Repeat the records in full. No pictures belong in the copy.

** Opening Exercise inputs block **

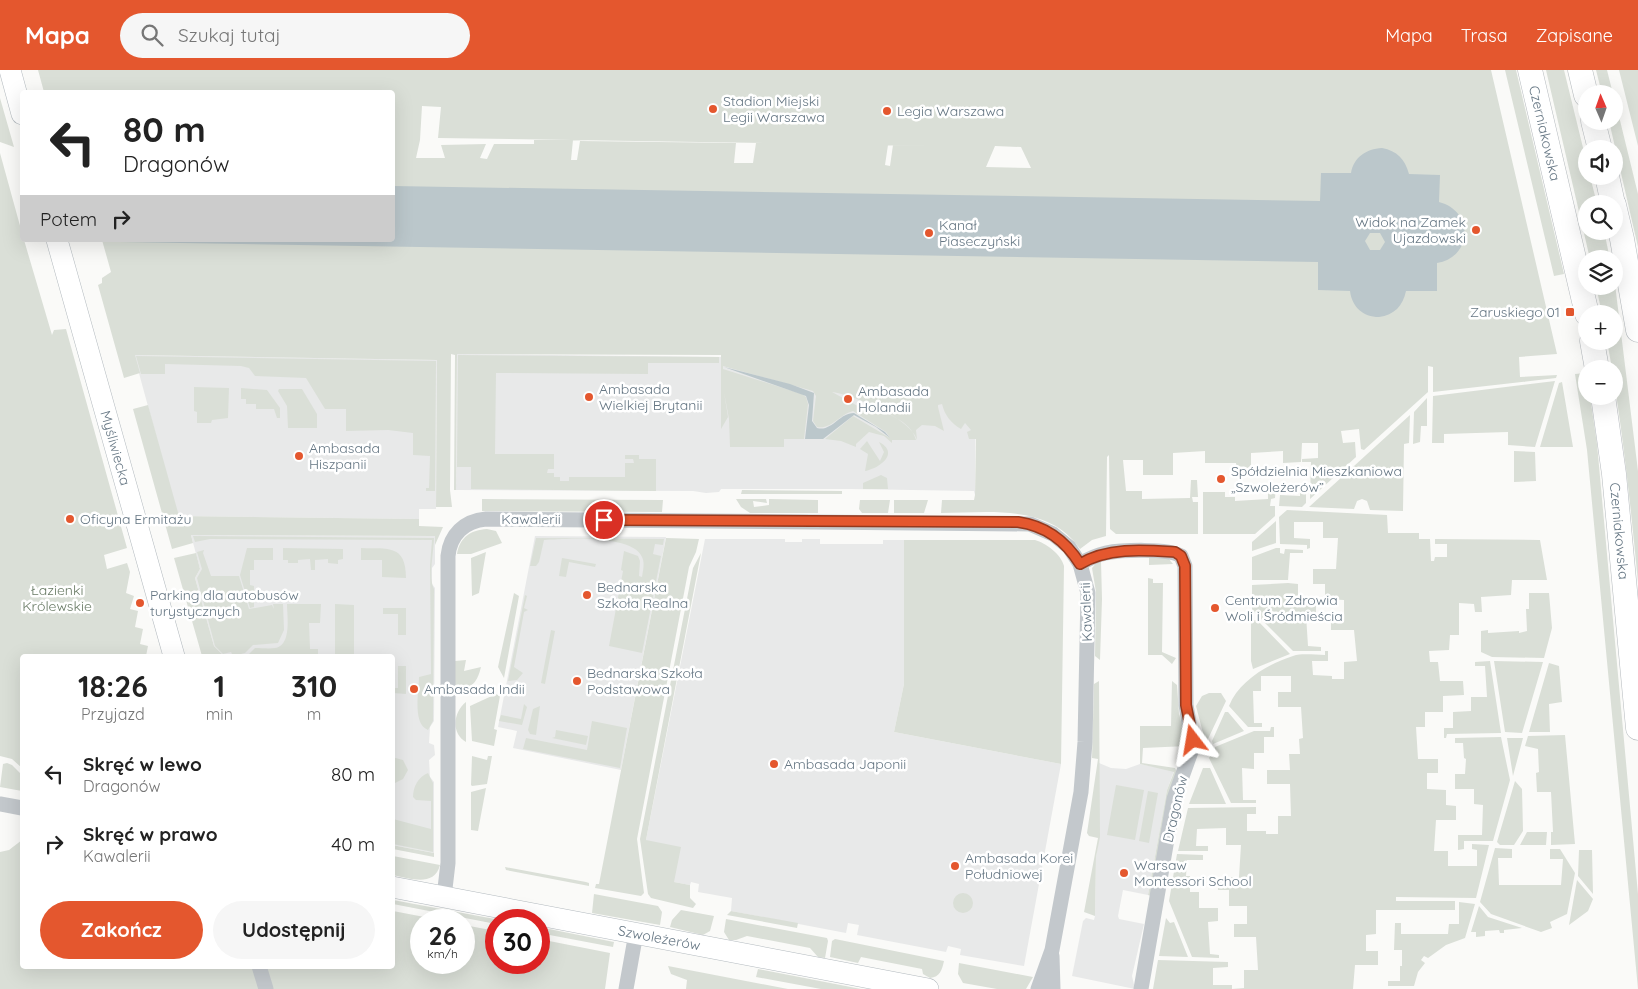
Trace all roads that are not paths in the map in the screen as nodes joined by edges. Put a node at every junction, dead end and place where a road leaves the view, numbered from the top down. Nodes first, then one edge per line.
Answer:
1 (10, 70) edge
2 (1530, 70) edge
3 (1580, 70) edge
4 (1584, 85) edge
5 (20, 107) edge
6 (1622, 240) edge
7 (58, 242) edge
8 (1585, 305) edge
9 (1638, 330) edge
10 (1604, 405) edge
11 (1080, 564) junction
12 (173, 654) edge
13 (1638, 728) edge
14 (0, 804) edge
15 (20, 808) edge
16 (395, 888) edge
17 (444, 897) junction
18 (636, 933) junction
19 (1052, 950) junction
20 (260, 969) edge
21 (266, 989) edge
22 (626, 989) edge
23 (928, 989) edge
24 (1038, 989) edge
25 (1053, 989) edge
26 (1141, 989) edge

1 - 5 street
2 - 8 main road, Czerniakowska
3 - 4 main road
6 - 9 main road
7 - 12 street, Myśliwiecka
10 - 13 main road, Czerniakowska
11 - 17 street, Kawalerii
11 - 19 street, Kawalerii
11 - 26 street, Dragonów
14 - 15 street
16 - 17 street, Szwoleżerów
17 - 18 street, Szwoleżerów
18 - 22 street
18 - 23 street, Szwoleżerów
19 - 24 street, Kawalerii
19 - 25 street, Kawalerii
20 - 21 street

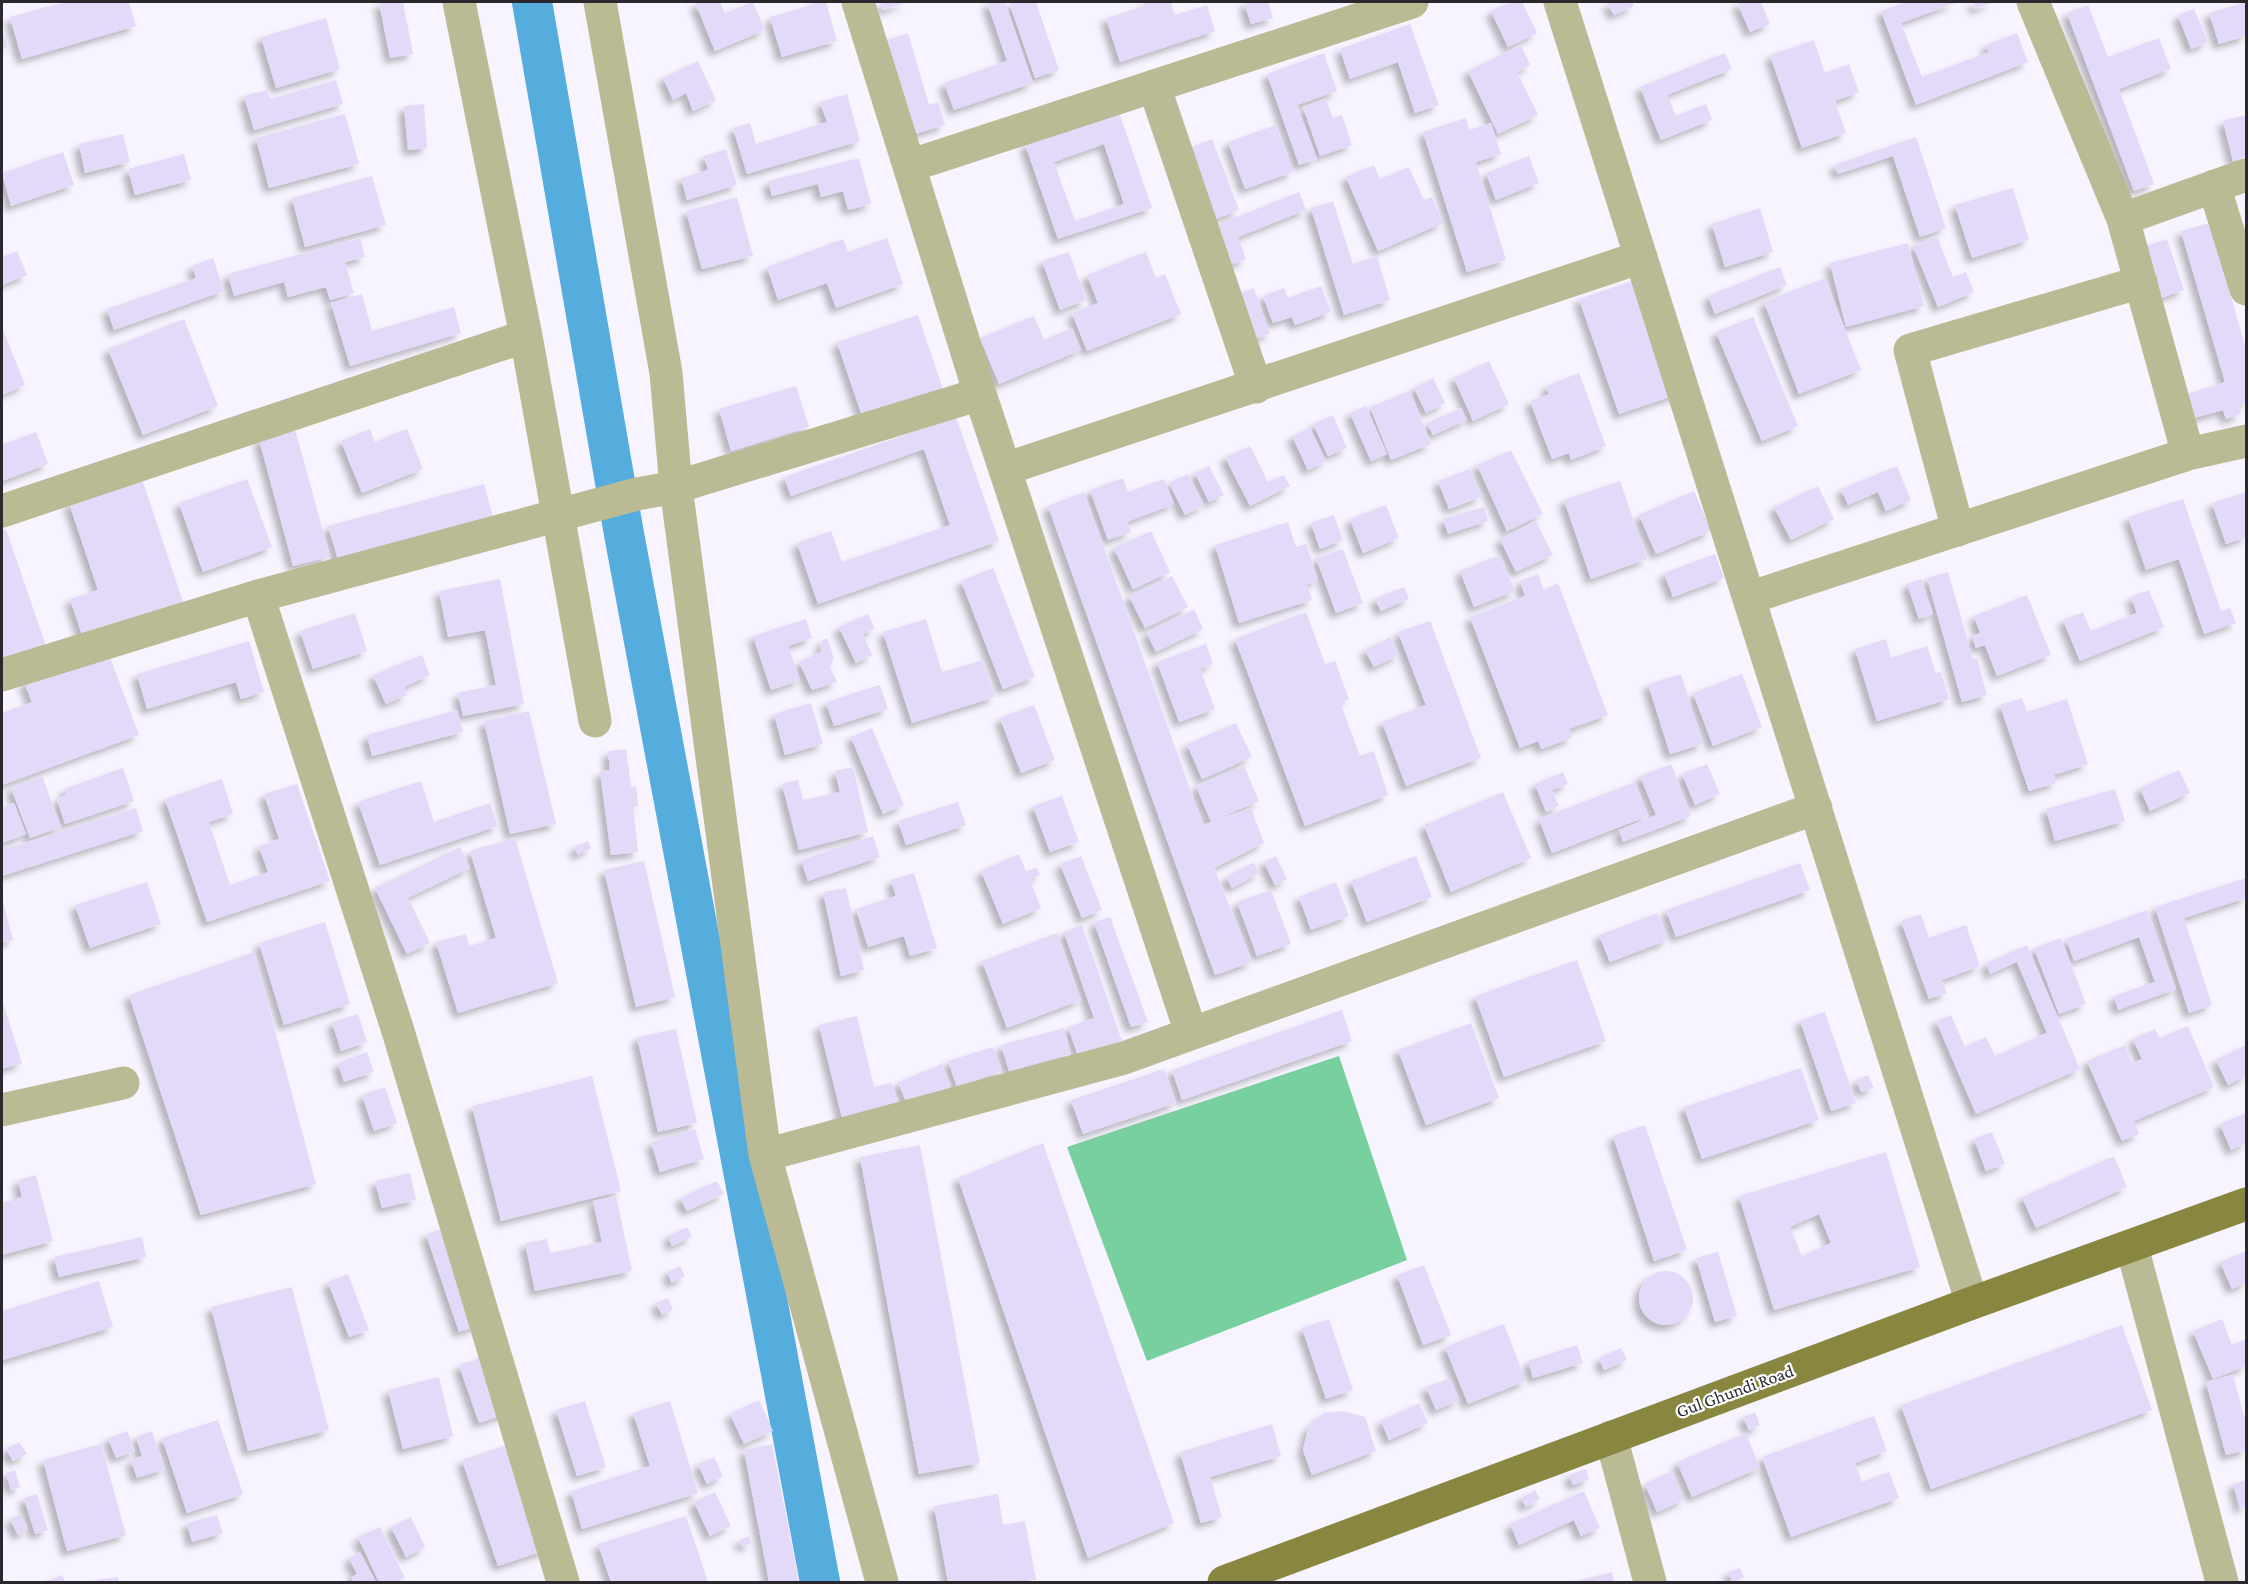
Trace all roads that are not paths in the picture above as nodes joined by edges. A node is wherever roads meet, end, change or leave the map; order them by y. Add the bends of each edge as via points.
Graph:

** Closing Exercise inputs block **

** Answer for the task **
Trace all roads that are not paths in the map in the screen as nodes joined by edges. Put a node at every junction, dead end and place where a road leaves the view, numbered from the top down. Nodes first, then one edge per line.
Answer:
1 (10, 70) edge
2 (1530, 70) edge
3 (1580, 70) edge
4 (1584, 85) edge
5 (20, 107) edge
6 (1622, 240) edge
7 (58, 242) edge
8 (1585, 305) edge
9 (1638, 330) edge
10 (1604, 405) edge
11 (1080, 564) junction
12 (173, 654) edge
13 (1638, 728) edge
14 (0, 804) edge
15 (20, 808) edge
16 (395, 888) edge
17 (444, 897) junction
18 (636, 933) junction
19 (1052, 950) junction
20 (260, 969) edge
21 (266, 989) edge
22 (626, 989) edge
23 (928, 989) edge
24 (1038, 989) edge
25 (1053, 989) edge
26 (1141, 989) edge

1 - 5 street
2 - 8 main road, Czerniakowska
3 - 4 main road
6 - 9 main road
7 - 12 street, Myśliwiecka
10 - 13 main road, Czerniakowska
11 - 17 street, Kawalerii
11 - 19 street, Kawalerii
11 - 26 street, Dragonów
14 - 15 street
16 - 17 street, Szwoleżerów
17 - 18 street, Szwoleżerów
18 - 22 street
18 - 23 street, Szwoleżerów
19 - 24 street, Kawalerii
19 - 25 street, Kawalerii
20 - 21 street

Trace all roads that are not paths in the picture above as nodes joined by edges. A node is wherever roads meet, end, change or leave the map; order them by y. Add the bends of each edge as via points.
Graph:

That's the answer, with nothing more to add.